In the case, the funding for the toll road is directly sourced by CRSG (as widely being mentioned), the onerous is with the government to ensure that the country’s procurement laws are followed and value for money is obtained in ensuring that multiple inputs (vendors) have been reviewed, with the procurement of the least cost for the acceptant level of quality. In other words, if the funding was not a “tied” aid as is the case with the Mamamah Airport, then, the government should have placed the WMTR for open tender. This agreement, unless we see it with our eyes, should be rescinded and renegotiated. The secrecy surrounded with this PPP is unwarranted. This agreement, like no other by our government, is tantamount to a commercial contract and the people will continue to bear the brunt of its calculations through year 2044.

The Chinese have just started to foray into infrastructure driven PPP in Africa in the last eight years, and our government cannot settle, wholesale, for the advice from China in carving out a PPP between our government and what amounts to a Chinese government-owned construction firm. In 2011, our government was convinced that the proposal by CRSG for the Mamamah Airport was very good for this country. Then, persistent counselling from Bretton Woods seems to have changed the dichotomy of that airport proposal (financials). So, is it also possible that our government has fell short on the WMTR front (project economics and financing)?

One of the brightest minds on infrastructure based PPP at the World Bank, is no other person than Mr. Henri Kerali, the World Bank Country Director for Sierra Leone and he has produced and published discussion points on toll roads and PPP. Our government, as it has done with the Mamamah Airport, could also seek inputs from the World Bank on this all-important toll road undertaking. In Uganda for instance, with the PPP agreement for the construction of the Entebbe – Kampala Expressway (54 Km toll road funded through the CEB) between the Government of Uganda (GOU) and the Chinese state-owned firm, China Communications Construction Company (CCCC), the government will involve the International Finance Corporation (IFC) in certain aspects of the process.

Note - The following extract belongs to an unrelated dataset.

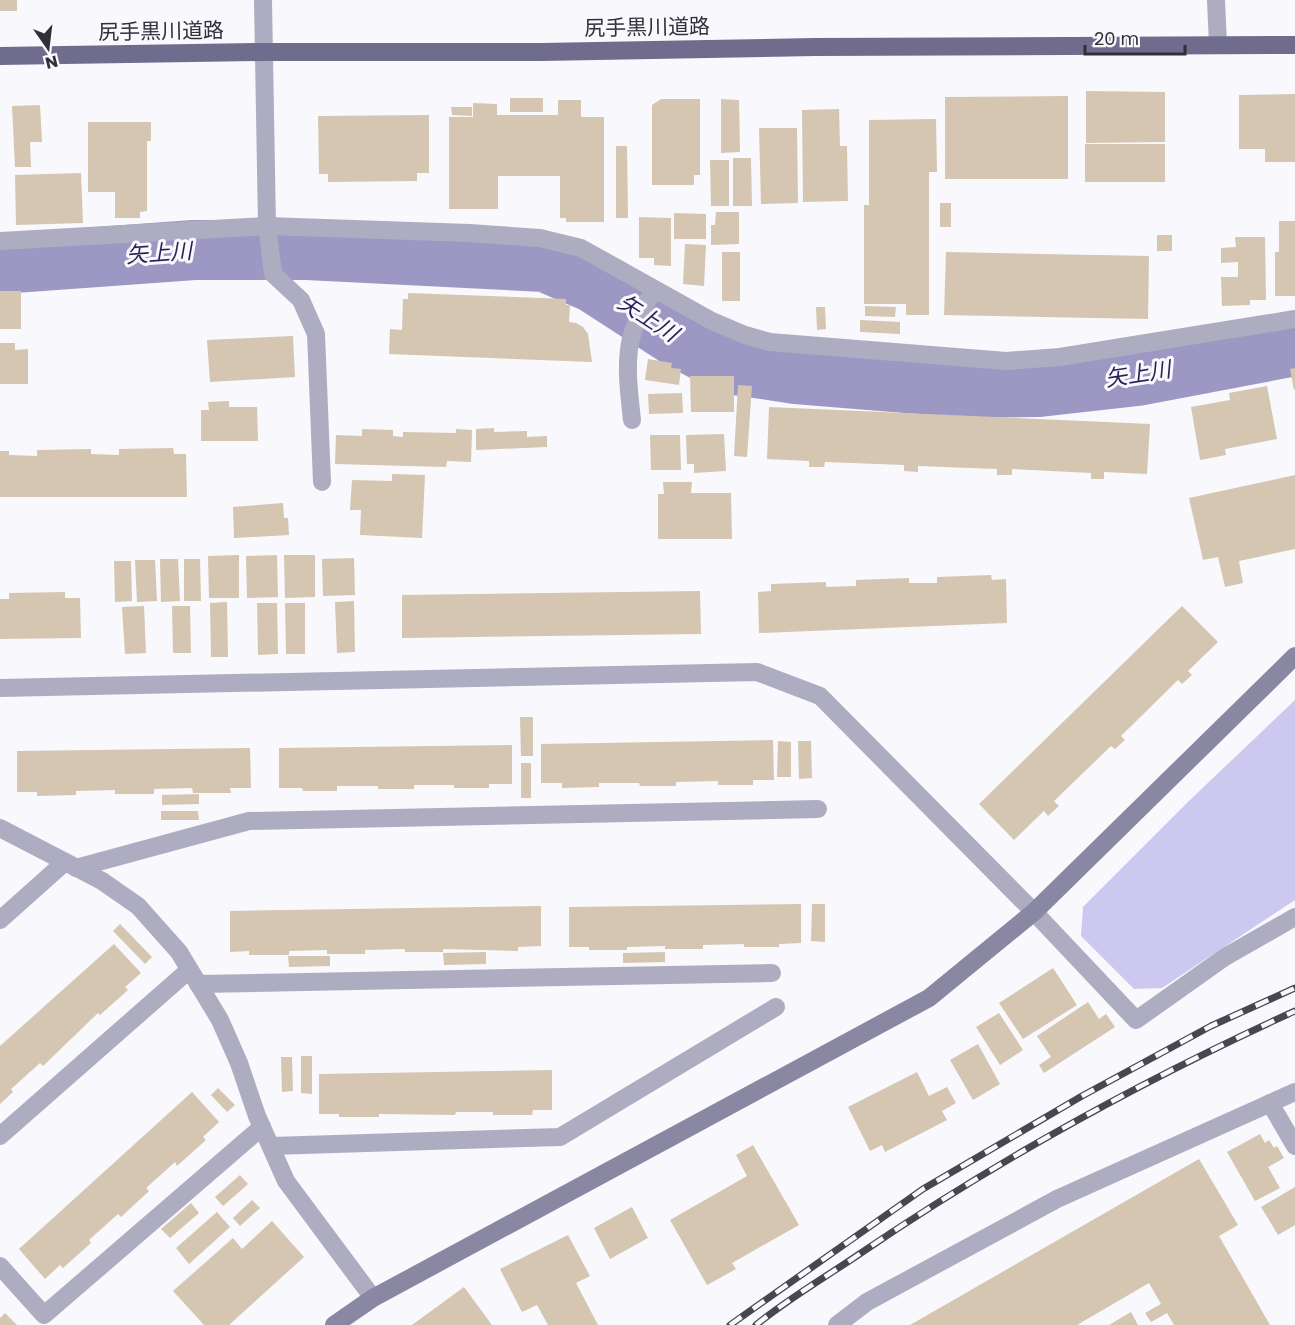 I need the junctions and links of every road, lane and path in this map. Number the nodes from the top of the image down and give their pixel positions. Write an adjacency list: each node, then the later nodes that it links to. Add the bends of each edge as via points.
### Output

PPP, road tolling, etc., are all new “enchiladas” on the plates of our authorities and decision makers. Our government must be encouraged to tap into the minds of our external partners that could provide us with solid advice on these new public measures and undertakings. Are we getting value for money with the present arrangement or agreement for the Wellington – Masiaka Toll Road?

We [THE CITIZENS] need answers and we need them yesterday. The government should openly and transparently review, revise and reintroduce its concession agreement with CRSG for the WMTR. The clock is ticking and ticking very fast.